Inheritance and Pandas

I am trying to create a file writer based on Pandas' ExcelWriter. I proceeded as I usually do with classes in Python (3) with inheritance:
import pandas as pd
class Writer(pd.ExcelWriter):
def __init__(self, fname, engine='openpyxl'):
pd.ExcelWriter.__init__(self, fname, engine=engine)
self.newvar = 0
However, when I try to use it, I cannot access newvar:
test = Writer('test.xlsx')
test.newvar
returns:
AttributeError: '_XlsxWriter' object has no attribute 'nmax'
And when I check the type of test, it returns:
pandas.io.excel._XlsxWriter
I don't understand what I am missing since I used this kind of inheritance in many other cases. Any idea would be appreciated!

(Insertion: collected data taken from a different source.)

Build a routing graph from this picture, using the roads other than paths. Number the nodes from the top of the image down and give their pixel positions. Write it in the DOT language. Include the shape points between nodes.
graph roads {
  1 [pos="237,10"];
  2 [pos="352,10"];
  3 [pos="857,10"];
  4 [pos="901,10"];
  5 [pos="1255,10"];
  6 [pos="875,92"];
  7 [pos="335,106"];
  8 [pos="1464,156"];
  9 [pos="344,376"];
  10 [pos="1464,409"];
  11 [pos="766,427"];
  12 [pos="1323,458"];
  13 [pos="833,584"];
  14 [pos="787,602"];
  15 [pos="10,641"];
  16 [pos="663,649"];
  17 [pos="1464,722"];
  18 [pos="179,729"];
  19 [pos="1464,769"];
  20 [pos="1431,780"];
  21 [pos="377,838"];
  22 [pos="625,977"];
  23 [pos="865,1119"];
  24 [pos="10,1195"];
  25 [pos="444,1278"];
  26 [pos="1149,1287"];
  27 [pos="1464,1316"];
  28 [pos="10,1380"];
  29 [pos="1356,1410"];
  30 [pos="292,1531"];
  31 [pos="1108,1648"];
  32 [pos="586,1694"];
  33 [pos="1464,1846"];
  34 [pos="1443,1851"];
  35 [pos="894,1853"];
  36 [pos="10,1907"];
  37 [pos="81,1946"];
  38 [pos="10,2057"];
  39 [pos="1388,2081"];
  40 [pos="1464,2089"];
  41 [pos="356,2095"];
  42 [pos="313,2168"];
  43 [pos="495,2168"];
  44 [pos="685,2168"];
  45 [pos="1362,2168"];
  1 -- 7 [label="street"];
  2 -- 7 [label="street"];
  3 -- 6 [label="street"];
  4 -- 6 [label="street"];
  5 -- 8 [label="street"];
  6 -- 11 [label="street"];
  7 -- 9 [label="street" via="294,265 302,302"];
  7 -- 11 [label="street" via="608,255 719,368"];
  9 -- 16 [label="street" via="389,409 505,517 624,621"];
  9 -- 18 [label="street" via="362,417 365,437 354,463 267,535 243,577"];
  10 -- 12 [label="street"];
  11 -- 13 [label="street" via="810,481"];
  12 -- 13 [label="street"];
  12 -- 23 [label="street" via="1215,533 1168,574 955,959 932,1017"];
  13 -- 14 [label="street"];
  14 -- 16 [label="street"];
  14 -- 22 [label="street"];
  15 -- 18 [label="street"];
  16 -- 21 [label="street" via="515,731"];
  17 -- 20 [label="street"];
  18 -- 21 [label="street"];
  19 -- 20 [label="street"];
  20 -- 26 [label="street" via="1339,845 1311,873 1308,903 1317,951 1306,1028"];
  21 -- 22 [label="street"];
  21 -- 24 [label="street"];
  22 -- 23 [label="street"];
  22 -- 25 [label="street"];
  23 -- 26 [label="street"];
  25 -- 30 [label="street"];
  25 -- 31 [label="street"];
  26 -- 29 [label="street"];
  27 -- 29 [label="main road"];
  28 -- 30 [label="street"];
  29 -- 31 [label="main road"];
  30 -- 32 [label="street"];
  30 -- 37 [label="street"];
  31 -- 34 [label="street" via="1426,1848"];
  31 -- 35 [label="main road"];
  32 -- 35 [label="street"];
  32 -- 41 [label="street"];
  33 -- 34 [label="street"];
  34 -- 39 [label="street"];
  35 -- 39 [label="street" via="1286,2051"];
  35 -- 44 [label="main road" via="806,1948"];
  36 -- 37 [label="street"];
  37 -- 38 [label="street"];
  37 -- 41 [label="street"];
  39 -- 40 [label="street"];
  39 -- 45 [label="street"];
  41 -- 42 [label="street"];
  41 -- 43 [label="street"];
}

This is because pandas.ExcelWriter.__new__ returns a different class than itself (actually it is an abc.ABCMeta). The class is chosen based on the extension of the file path and the engine which is used - you could observe that when you checked the type of the newly created instance. That means the __init__ method of whatever class is returned gets called. You can think of ExcelWriter as some kind of proxy for the specific writers for each format and engine (though it also defines the API which such a writer must provide).
In order to make your writer available (for the given engine), you need to register it.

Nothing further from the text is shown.